Non, ce qui est curieux, c’est la façon dont cela se passe. Thatcher et Blair ont été poussés dehors pour faire de la place de peur que les élections à venir ne conduisent leur parti à la catastrophe. Mbeki est poussé dehors alors que l’ANC, son parti et celui de Nelson Mandela est absolument sûr de gagner. C’est Jacob Zuma, son charismatique leader qui sera le prochain président sud-africain.

Sauf que Zuma n’est pas n’importe quel candidat. Combien au monde osent se présenter après avoir échappé à une condamnation pour viol faute de preuves, sous le coup d’un procès pour corruption, et faisant l’objet d’accusations de harcèlement sexuel? Voilà plus qu’il n’en faut pour couler définitivement la carrière de n’importe quel homme politique en occident.

Sauf que, encore, le procès pour corruption a été reporté, pour cause de « motivation politique », c’est-à-dire attribué spécifiquement à Thabo Mbeki après que celui-ci eût perdu au congrès de Polakwane la lutte qu’il menait contre Zuma pour le contrôle de l’ANC. On se demande bien en quoi le fait que l’action judiciaire soit, le cas échéant, à l’instigation du Président, fait que Zuma est ou non innocent d’avoir touché des pots de vin.
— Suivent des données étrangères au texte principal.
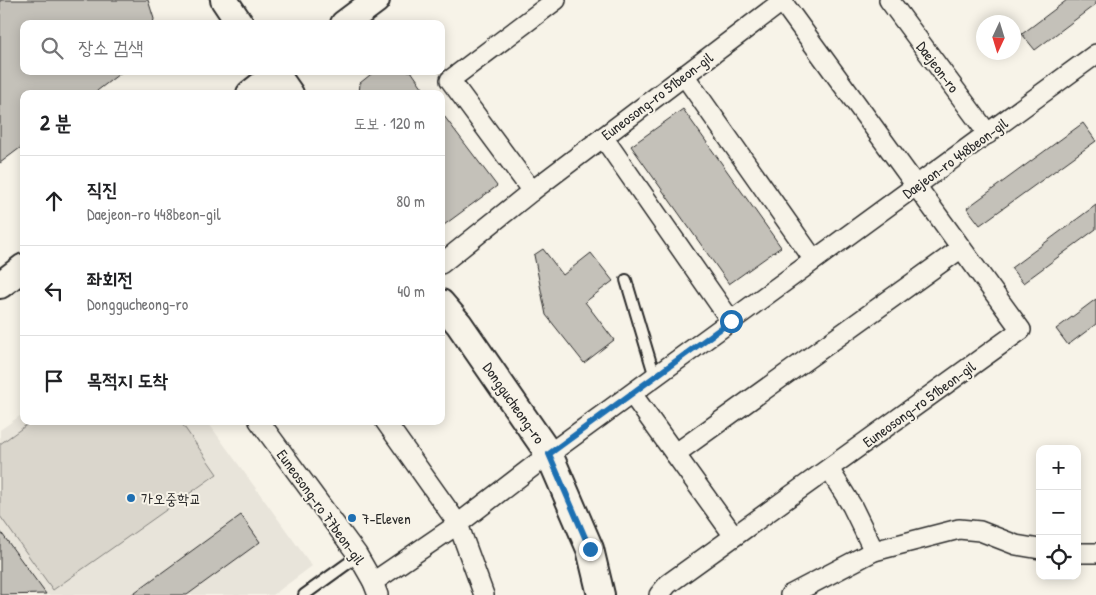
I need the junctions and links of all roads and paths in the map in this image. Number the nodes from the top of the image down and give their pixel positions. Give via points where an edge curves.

Du vin français, d’ailleurs, car il s’agirait de Thalès.

Mais pourquoi virer Mbeki dans tout cela? Parce que la justice sud-africaine, nominalement indépendante, a décidé de maintenir les poursuites contre Zuma, et que l’ANC pense que ceci ne cessera pas tant que Mbeki sera président. Ce qui montre ce que l’ANC pense de ladite indépendance.

Mbeki est également peu populaire pour avoir géré l’Afrique du Sud « à l’occidentale » (toutes proportions gardées), ce qui a engendré un spectaculaire redressement économique, l’émergence d’une puissante classe moyenne noire inconnue du temps de l’Apartheid, et déçu les nombreux pauvres du pays, qui auraient voulu toucher plus vite les fruits d’une prospérité qu’ils veulent généreuse pour eux même s’ils ne travaillent pas. Il ne faut pas s’en étonner quand on sait le poids des syndicats et du parti communiste dans la coalition au pouvoir en Afrique du Sud.
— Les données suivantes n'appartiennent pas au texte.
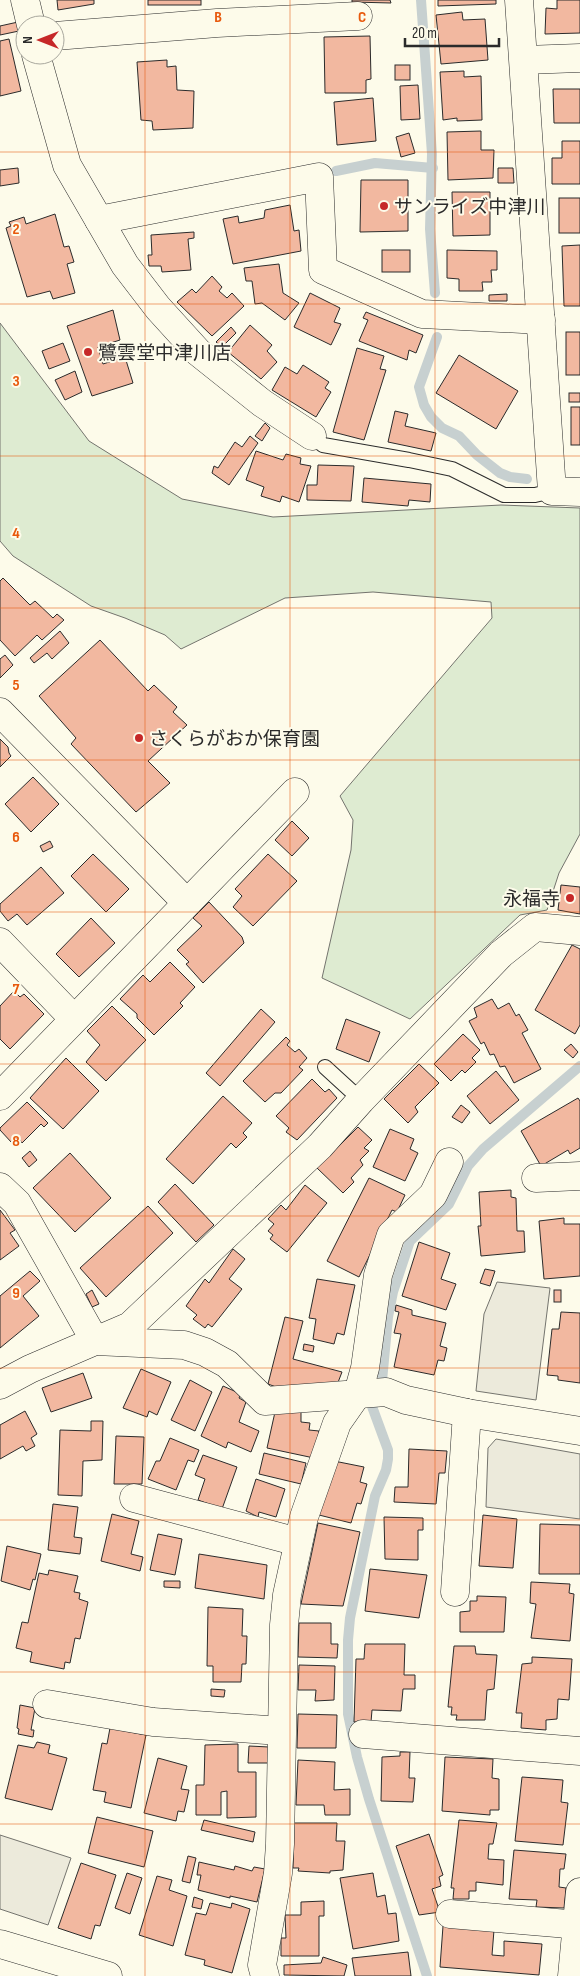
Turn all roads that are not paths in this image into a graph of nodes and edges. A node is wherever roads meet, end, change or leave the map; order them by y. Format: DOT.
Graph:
graph roads {
  1 [pos="25,0"];
  2 [pos="519,0"];
  3 [pos="29,15"];
  4 [pos="358,16"];
  5 [pos="65,35"];
  6 [pos="580,58"];
  7 [pos="525,60"];
  8 [pos="39,65"];
  9 [pos="99,220"];
  10 [pos="541,320"];
  11 [pos="312,436"];
  12 [pos="552,491"];
  13 [pos="580,492"];
  14 [pos="0,712"];
  15 [pos="296,792"];
  16 [pos="186,902"];
  17 [pos="580,931"];
  18 [pos="0,942"];
  19 [pos="74,1018"];
  20 [pos="325,1067"];
  21 [pos="0,1096"];
  22 [pos="361,1100"];
  23 [pos="449,1162"];
  24 [pos="580,1176"];
  25 [pos="536,1178"];
  26 [pos="0,1186"];
  27 [pos="95,1341"];
  28 [pos="0,1385"];
  29 [pos="358,1393"];
  30 [pos="467,1413"];
  31 [pos="580,1431"];
  32 [pos="134,1498"];
  33 [pos="298,1542"];
  34 [pos="455,1592"];
  35 [pos="47,1704"];
  36 [pos="281,1731"];
  37 [pos="363,1734"];
  38 [pos="580,1751"];
  39 [pos="580,1892"];
  40 [pos="450,1914"];
  41 [pos="578,1925"];
  42 [pos="0,1944"];
  43 [pos="108,1976"];
  44 [pos="265,1976"];
  45 [pos="572,1976"];
  1 -- 3 [label="street"];
  2 -- 7 [label="street"];
  4 -- 5 [label="street"];
  6 -- 7 [label="street"];
  7 -- 10 [label="street"];
  8 -- 9 [label="street"];
  9 -- 10 [label="street"];
  9 -- 11 [label="street"];
  10 -- 12 [label="street"];
  11 -- 12 [label="lane"];
  12 -- 13 [label="street"];
  14 -- 16 [label="street"];
  15 -- 16 [label="street"];
  16 -- 19 [label="street"];
  17 -- 22 [label="street"];
  18 -- 19 [label="street"];
  19 -- 21 [label="street"];
  20 -- 22 [label="lane"];
  22 -- 27 [label="street"];
  23 -- 29 [label="street"];
  24 -- 25 [label="street"];
  26 -- 27 [label="street"];
  27 -- 28 [label="street"];
  27 -- 29 [label="street"];
  29 -- 30 [label="street"];
  29 -- 33 [label="street"];
  30 -- 31 [label="street"];
  30 -- 34 [label="street"];
  32 -- 33 [label="street"];
  33 -- 36 [label="street"];
  35 -- 36 [label="street"];
  36 -- 44 [label="street"];
  37 -- 38 [label="street"];
  39 -- 41 [label="street"];
  40 -- 41 [label="street"];
  41 -- 45 [label="street"];
  42 -- 43 [label="street"];
}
Là, la ressemblance avec l’Europe n’est pas avec la Grande-Bretagne, mais avec la France, où la gauche se fait éjecter à chaque fois que, la politique de distribution généreuse mais à crédit perpétuel ayant trouvé ses limites (celles de la faillite du pays), elle se met à gérer avec le sens du réel et du possible, puis se fait virer aux prochaines élections.

Sauf que, comme Zuma, Mbeki n’est pas non plus un homme politique commun. Notamment pour sa dénonciation des précautions et thérapies occidentales contre le SIDA, auxquelles il préfère un remède à base d’ail, de citron, de patates et d’huile d’olives. Sa déclaration, en 2003, qu’il ne connaissait personne qui soit mort du SIDA, ne manqua pas de scandaliser dans un pays où ce fléau fit cette année-là 370.000 morts.

Comme on le voit, cette affaire est typique de l’Afrique australe, et impossible sous nos climats, où les moeurs politiques sont autrement civilisées, et policées. Jamais on n’imaginerait un Premier Ministre UMP lançant une affaire de comptes à l’étranger contre un autre UMP futur candidat à la présidentielle. Jamais on n’imaginerait cet autre candidat ripostant par l’intermédiaire de la Justice pour que la procédure handicape la candidature rivale du Premier Ministre. Jamais on ne trouverait un grand parti de gauche, c’est-à-dire chargé de la tâche noble et exigente de la défense des plus démunis, qui perde le sens de l’intérêt national dans les luttes de marigot pour le contrôle du parti.

Non, vraiment, ces évènements ne peuvent se passer qu’en Afrique australe, dans ce territoire que Kipling chantait, où l’oiseau Kolokolo encourage le naïf éléphanteau à plonger son nez dans la rivière Limpopo où maraude le crocodile qui cherche son dîner.